O governador da Bahia, Jerônimo Rodrigues (PT), chegou a afirmar que a principal tese da investigação apontava para uma relação do assassinato com a disputa de facções criminosas. Procurada, a Polícia Civil não confirmou a informação e respondeu que segue com as investigações, mantida sob sigilo.
A Conaq lembrou que Flávio Gabriel Pacífico dos Santos (Binho do Quilombo), filho de mãe Bernadete, também foi assassinado há seis anos. Até hoje, ninguém foi punido pelo crime.
“Ainda que alguns tentem colocar na conta do [ex-presidente Jair] Bolsonaro a morosidade ou a paralisação na regularização fundiária, nós temos dito que a boiada tem passado independente de gestões de governo de direita ou de esquerda”, critica Elionice Sacramento, defensora de direitos humanos da comunidade de pescadores e quilombolas de Conceição de Salinas, em Salinas da Margarida, na Bahia.
Proteção da família de Bernadete
De acordo com reportagem publicada no G1, o advogado David Mendez, que representa a família de mãe Bernadete, pediu para ser beneficiado no Programa de Proteção aos Defensores de Direitos Humanos (PPDDH).
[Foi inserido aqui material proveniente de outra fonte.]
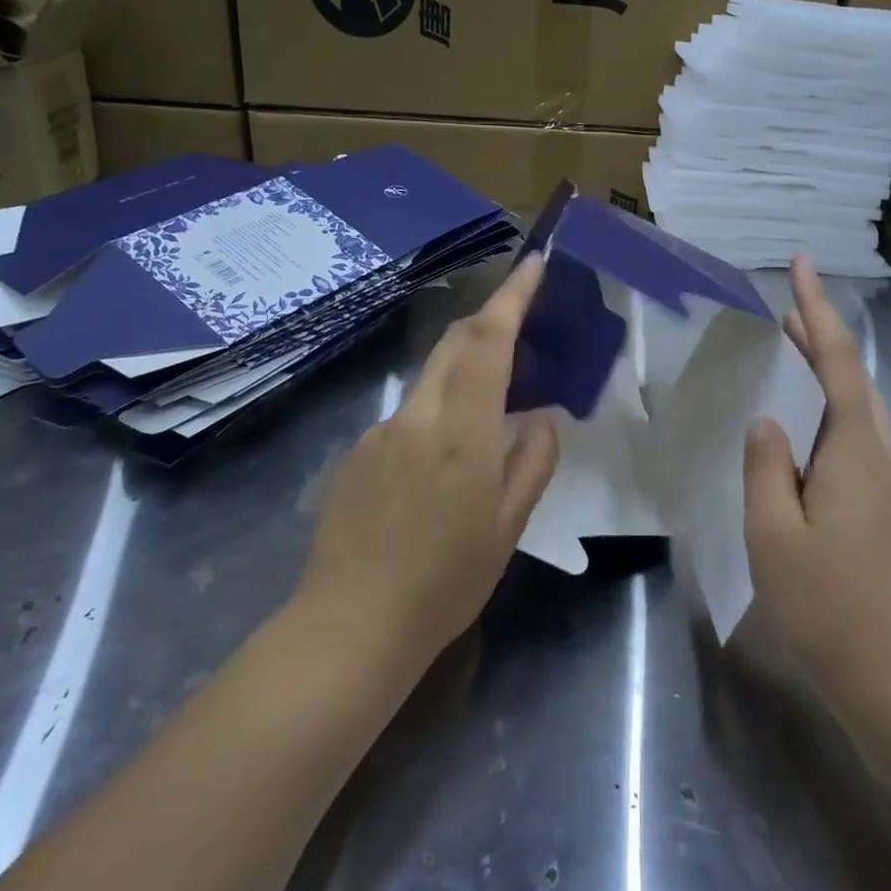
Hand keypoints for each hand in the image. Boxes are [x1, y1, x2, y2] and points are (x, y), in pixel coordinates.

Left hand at [296, 255, 559, 662]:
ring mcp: (378, 432)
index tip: (533, 264)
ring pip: (429, 383)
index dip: (512, 297)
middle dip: (488, 321)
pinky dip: (432, 421)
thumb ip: (531, 461)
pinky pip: (405, 419)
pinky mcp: (355, 454)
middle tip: (520, 324)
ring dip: (461, 378)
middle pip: (453, 345)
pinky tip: (435, 475)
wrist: (350, 625)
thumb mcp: (509, 527)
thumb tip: (540, 416)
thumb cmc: (445, 581)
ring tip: (484, 423)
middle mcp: (416, 416)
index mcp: (461, 430)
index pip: (488, 341)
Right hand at [742, 255, 890, 714]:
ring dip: (827, 381)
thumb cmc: (831, 608)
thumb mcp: (774, 536)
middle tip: (783, 314)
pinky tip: (803, 442)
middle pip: (856, 383)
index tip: (803, 266)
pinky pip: (859, 447)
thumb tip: (768, 422)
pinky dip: (831, 422)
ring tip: (789, 363)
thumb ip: (766, 469)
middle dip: (822, 342)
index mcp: (858, 453)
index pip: (840, 363)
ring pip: (861, 416)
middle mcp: (886, 460)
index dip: (818, 312)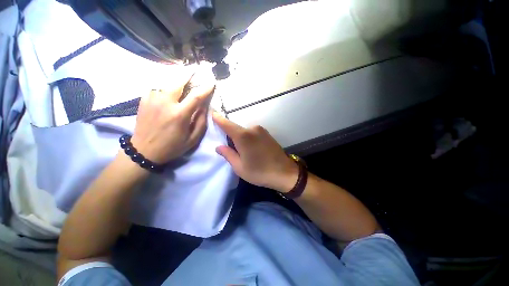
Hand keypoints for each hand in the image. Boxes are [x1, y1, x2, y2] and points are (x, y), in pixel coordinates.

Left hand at [131, 73, 214, 163]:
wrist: (144, 151)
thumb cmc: (172, 147)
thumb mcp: (192, 140)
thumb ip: (200, 123)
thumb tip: (204, 108)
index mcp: (179, 115)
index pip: (195, 97)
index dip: (205, 89)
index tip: (211, 83)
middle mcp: (165, 103)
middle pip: (177, 82)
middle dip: (187, 74)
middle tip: (194, 68)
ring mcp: (152, 100)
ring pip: (165, 83)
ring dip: (175, 81)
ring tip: (182, 79)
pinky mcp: (143, 101)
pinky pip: (156, 88)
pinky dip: (164, 87)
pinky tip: (168, 91)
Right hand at [212, 113, 298, 192]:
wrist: (285, 172)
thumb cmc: (260, 172)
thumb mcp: (240, 167)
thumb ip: (228, 154)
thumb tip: (218, 147)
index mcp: (243, 136)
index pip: (226, 124)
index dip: (218, 119)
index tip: (212, 113)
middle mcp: (252, 129)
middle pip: (236, 128)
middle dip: (230, 134)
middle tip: (229, 147)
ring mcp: (261, 130)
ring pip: (245, 131)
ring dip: (240, 138)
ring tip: (242, 151)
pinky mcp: (267, 134)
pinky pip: (253, 133)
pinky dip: (248, 138)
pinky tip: (251, 149)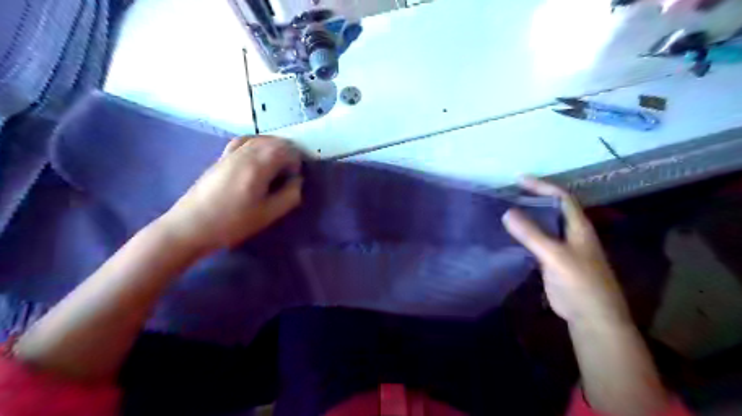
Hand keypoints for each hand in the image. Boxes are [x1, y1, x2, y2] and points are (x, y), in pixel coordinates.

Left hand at [162, 136, 300, 253]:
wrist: (191, 226)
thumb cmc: (233, 223)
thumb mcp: (268, 214)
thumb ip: (290, 196)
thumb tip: (297, 181)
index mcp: (258, 166)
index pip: (286, 150)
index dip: (296, 161)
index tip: (295, 178)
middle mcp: (245, 153)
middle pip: (273, 141)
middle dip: (287, 152)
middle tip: (290, 172)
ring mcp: (230, 153)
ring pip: (259, 139)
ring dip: (273, 147)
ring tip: (277, 164)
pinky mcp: (221, 158)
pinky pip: (243, 141)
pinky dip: (256, 144)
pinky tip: (257, 156)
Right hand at [501, 177, 628, 326]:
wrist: (592, 317)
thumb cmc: (579, 283)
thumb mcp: (555, 256)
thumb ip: (532, 234)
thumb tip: (507, 213)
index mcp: (578, 227)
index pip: (561, 197)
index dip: (542, 185)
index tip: (519, 179)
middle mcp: (572, 233)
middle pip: (553, 209)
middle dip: (534, 198)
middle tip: (510, 193)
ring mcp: (564, 248)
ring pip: (545, 225)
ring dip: (529, 216)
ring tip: (507, 210)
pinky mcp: (555, 262)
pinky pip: (538, 241)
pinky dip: (526, 234)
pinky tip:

David relata ter sofrido perseguição quando retornava da sede do quilombo em que a ialorixá foi morta. No dia do crime, os familiares de Bernadete deixaram o quilombo.
Em março deste ano, foi aprovado o Plano de Atuação Integrada de Enfrentamento à Violência contra Povos e Comunidades Tradicionais. Segundo o governo baiano, o documento tem como objetivo desenvolver ações preventivas e repressivas a fim de manter a integridade de pessoas e patrimônio em áreas de conflitos decorrentes de disputas de terra.
“Com vigência até 2026, o plano foi criado conjuntamente pelas Secretarias de Segurança Pública, de Promoção da Igualdade Racial e dos Povos e Comunidades Tradicionais, de Justiça e Direitos Humanos e de Desenvolvimento Rural, além das Polícias Militar, Civil, Técnica e do Corpo de Bombeiros Militar”. Clique aqui para conferir a nota na íntegra.
Assassinatos de famílias
Bernadete e seu filho Flávio não são os únicos exemplos de famílias de lideranças quilombolas assassinadas.
Em 2020, Celino Fernandes e seu filho Wanderson Fernandes foram mortos por quatro pistoleiros na comunidade do Cedro, no município de Arari (MA), dentro de casa e na frente de familiares. Cedro é mais um dos quilombos com o processo de titulação em aberto.
Segundo o Mapa de Conflitos da Fundação Oswaldo Cruz (Fiocruz), plataforma que reúne informações sobre disputas por terra no Brasil, os conflitos em Arari se intensificaram nos últimos anos. As vítimas denunciavam os cercamentos dos campos naturais por fazendeiros acusados de “uso predatório das áreas de uso comum de territórios tradicionais e camponeses para o monocultivo de arroz transgênico e criação de búfalos”.
Em 2021, o trabalhador rural José Francisco de Souza Araújo foi assassinado a tiros por dois homens na comunidade Volta da Palmeira, no município de Codó (MA). Vanu, como era conhecido, já havia perdido quatro de seus familiares em circunstâncias semelhantes. O processo de reconhecimento pelo Incra também foi iniciado, mas ainda não teve uma resposta final.